Tuesday, March 18, 2008

Why Hardcore is the Greatest Music of all Time!

First of all allow me to explain that when I say Hardcore I'm not talking about tough guy-beat down-Biohazard-sounding wannabe metal crap, nor am I talking about eyeliner and tight pants wearing-arm hugging whiney emo crap. If you like either of those types of music right on, I have no problem with that, but that ain't what I'm talking about here. I'm talking about bands like Bad Brains, Minor Threat, Negative Approach, SSD, Void, Black Flag, Necros--you know, the real stuff!

Never before or since has there been a more organic and real "music scene". OK maybe when field workers were singing songs out in the fields before there were records (or illegal downloading), that was pretty real too.
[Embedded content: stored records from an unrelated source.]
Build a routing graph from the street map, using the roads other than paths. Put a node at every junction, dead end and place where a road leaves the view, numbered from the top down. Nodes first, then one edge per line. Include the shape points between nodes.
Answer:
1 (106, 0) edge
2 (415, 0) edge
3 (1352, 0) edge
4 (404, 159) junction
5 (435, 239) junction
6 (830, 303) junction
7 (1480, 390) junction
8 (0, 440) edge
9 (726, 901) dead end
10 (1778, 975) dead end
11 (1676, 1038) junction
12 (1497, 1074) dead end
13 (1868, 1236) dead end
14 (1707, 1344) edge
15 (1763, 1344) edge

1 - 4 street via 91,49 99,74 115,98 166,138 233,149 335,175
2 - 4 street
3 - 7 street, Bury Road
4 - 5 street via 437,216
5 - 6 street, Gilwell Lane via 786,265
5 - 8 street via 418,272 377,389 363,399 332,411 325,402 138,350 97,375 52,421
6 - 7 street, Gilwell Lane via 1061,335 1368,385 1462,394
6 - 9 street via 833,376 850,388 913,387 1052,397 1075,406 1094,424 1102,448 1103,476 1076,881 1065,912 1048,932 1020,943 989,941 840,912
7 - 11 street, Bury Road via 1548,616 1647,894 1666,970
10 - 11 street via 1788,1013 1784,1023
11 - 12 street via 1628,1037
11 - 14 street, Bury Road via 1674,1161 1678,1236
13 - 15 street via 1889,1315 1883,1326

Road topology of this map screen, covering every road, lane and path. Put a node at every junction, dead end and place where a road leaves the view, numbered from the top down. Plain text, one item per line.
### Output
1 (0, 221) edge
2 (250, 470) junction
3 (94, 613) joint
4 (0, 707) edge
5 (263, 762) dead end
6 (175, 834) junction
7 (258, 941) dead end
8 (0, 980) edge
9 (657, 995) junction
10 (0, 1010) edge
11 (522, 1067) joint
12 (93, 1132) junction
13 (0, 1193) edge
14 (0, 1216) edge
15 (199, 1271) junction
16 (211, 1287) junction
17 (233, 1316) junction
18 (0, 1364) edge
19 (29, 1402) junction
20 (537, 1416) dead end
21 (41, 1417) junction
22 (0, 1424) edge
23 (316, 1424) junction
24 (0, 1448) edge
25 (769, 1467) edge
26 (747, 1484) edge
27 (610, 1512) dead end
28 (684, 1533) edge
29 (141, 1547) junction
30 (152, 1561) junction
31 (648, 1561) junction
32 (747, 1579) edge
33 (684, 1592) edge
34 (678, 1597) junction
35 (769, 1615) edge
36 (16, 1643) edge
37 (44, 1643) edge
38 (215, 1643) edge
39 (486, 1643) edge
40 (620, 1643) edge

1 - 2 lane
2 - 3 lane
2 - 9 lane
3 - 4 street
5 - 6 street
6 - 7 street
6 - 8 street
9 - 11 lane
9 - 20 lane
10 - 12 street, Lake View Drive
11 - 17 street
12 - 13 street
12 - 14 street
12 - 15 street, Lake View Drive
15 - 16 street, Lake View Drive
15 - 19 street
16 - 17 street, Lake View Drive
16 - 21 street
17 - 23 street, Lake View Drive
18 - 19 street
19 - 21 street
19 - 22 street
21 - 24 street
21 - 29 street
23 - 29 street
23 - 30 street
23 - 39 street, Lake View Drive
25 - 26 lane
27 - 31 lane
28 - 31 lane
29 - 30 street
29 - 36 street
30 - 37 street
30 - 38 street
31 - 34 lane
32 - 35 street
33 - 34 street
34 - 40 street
But the original hardcore scene was entirely a grassroots, word of mouth kind of thing. You heard about bands from your friends, older siblings or xeroxed fanzines. MTV didn't exist and even when it finally did there certainly weren't any Meatmen or Circle Jerks videos being played (or being made for that matter). If you were lucky enough to have one in your hometown (or if you lived in a city) you could also go down to your local independent record store and check out the latest stuff. I bought plenty of albums and 7 inches based soley on the fact that they had cool looking covers.

The internet was still years away. There were no tour announcements in Rolling Stone magazine. No one else at your high school had heard of the shit you were into, and a lot of them wanted to beat you up for it even. You had to work for this stuff. Not to sound like your great grandpa telling you how many miles he had to walk to school through snow and rain without shoes, but it wasn't easy being hardcore back then. If I had a nickel for every time some asshole yelled "Rock Lobster" or "Whip It" at me from a passing car or pickup truck I could definitely go buy a fresh case of Budweiser right now.

This was music truly by and for the people. It was completely ignored by mainstream culture and corporations except when they wanted to ridicule it/us or make fun of it. Anyone remember the "punk" episodes of Quincy and Chips? How about the movie "Class of 1984"? They always got it wrong when they tried. Always.

There were no interested record labels so people put out their own records. Eventually there were a couple hardcore labels but even those were mostly just people from the scene putting out records they liked in relatively small pressings. Plenty of classic HC 7"ers now go for one or two hundred bucks or more. Ever see someone pay 150 bucks for a Michael Jackson record? I haven't.

One thing that hardcore never seems to get credit for is great songs. As far as I'm concerned, the true test of a great song is whether or not you can sing and play it on acoustic guitar and it still sounds like a great song. You can do that with Black Flag songs, you can do it with Misfits songs, you can even do it with Negative Approach tunes. Try doing that with a Britney Spears or a Rihanna song. You can't. They need the studio gloss.

I'm not saying other forms and styles of music aren't good (I'm as open minded as the next guy after all), I'm just saying that to me this is the real thing, like no other. It's the ultimate form of rock music--stripped of all fakery and bullshit star trips and played with utmost intensity. Playing music for the sake of playing music, not to get rich or be on the cover of some slick magazine. This kind of thing doesn't exist anymore. It's like the blues almost.

3 comments:

Eutha said...
This comment has been removed by the author.
Dad1313 said...

Amen
Preach OOON brutha Van Hoek!

Eutha said...

Great post! I would rather eat glass than give up my Discharge singles.